5.Event of Default Waiver. Effective as of the Effective Date hereof, the Administrative Agent hereby waives (a) the Default(s) and Event(s) of Default for violations of the Compliance with Budget Covenant (Section 7.30 of the Loan Agreement) during the period beginning on October 16, 2023 and ending on the last day of the week commencing on November 20, 2023; and (b) the Default(s) and Event(s) of Default for violations of the Notification of Default or Event of Default Covenant (Section 7.14 of the Loan Agreement) during the period beginning on October 16, 2023 and ending on the last day of the week commencing on November 20, 2023.
6.Acknowledgement. Each of the Borrowers hereby acknowledges and agrees that certain Events of Default have occurred as of the date hereof (collectively, the “Existing Defaults”), which but for the Administrative Agent’s agreement to the waivers set forth herein would entitle the Administrative Agent to exercise its respective rights and remedies under the Loan Agreement and the other Loan Documents, applicable law, or otherwise.

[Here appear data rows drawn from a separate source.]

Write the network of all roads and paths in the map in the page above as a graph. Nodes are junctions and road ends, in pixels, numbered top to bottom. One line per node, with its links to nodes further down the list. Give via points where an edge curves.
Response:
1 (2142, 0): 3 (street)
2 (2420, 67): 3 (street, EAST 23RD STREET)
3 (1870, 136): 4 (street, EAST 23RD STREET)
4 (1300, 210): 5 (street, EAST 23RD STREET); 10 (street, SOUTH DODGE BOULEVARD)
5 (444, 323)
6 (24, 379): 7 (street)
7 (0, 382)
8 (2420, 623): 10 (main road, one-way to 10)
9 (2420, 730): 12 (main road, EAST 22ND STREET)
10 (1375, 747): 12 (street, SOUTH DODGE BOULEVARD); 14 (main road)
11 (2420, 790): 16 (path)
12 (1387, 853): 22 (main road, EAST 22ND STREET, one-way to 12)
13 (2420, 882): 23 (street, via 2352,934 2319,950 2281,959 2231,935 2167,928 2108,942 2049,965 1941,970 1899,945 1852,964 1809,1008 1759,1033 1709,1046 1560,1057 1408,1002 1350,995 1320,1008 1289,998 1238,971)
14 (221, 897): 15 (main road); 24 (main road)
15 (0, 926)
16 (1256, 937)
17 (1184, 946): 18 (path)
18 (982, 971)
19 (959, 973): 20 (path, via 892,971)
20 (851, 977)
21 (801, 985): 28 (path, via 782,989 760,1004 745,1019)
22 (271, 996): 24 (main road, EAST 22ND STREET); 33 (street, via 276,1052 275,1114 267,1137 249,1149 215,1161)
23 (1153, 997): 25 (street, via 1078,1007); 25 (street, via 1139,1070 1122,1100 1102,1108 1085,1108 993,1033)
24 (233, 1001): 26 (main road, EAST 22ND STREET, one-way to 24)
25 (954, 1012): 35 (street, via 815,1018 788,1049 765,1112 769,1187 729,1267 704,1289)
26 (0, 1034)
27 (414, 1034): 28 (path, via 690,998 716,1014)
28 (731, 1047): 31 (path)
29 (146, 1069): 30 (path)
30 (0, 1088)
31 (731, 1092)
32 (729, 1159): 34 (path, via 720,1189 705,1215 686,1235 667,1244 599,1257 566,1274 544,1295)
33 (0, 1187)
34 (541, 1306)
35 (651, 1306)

7.Conditions to Effectiveness. This Amendment shall become effective only upon the date (the “Effective Date”) on which the Administrative Agent and Required Lenders have received (or waived receipt of) the following documents and other evidence, each in form and substance satisfactory to them:
(a)this Amendment, signed by all Obligors party to it;
(b)the representations and warranties contained in Section 7 and in this Amendment shall be true and correct in all material respects (except that such materiality qualifier shall not be applicable to any representations or warranties that already are qualified or modified as to “materiality” or “Material Adverse Effect” in the text thereof, which representations and warranties shall be true and correct in all respects subject to such qualification) on and as of the Effective Date as though made on and as of such date, except to the extent that any such representation or warranty expressly relates solely to an earlier date (in which case such representation or warranty shall be true and correct in all material respects (except that such materiality qualifier shall not be applicable to any representations or warranties that already are qualified or modified as to “materiality” or “Material Adverse Effect” in the text thereof, which representations and warranties shall be true and correct in all respects subject to such qualification) on and as of such earlier date).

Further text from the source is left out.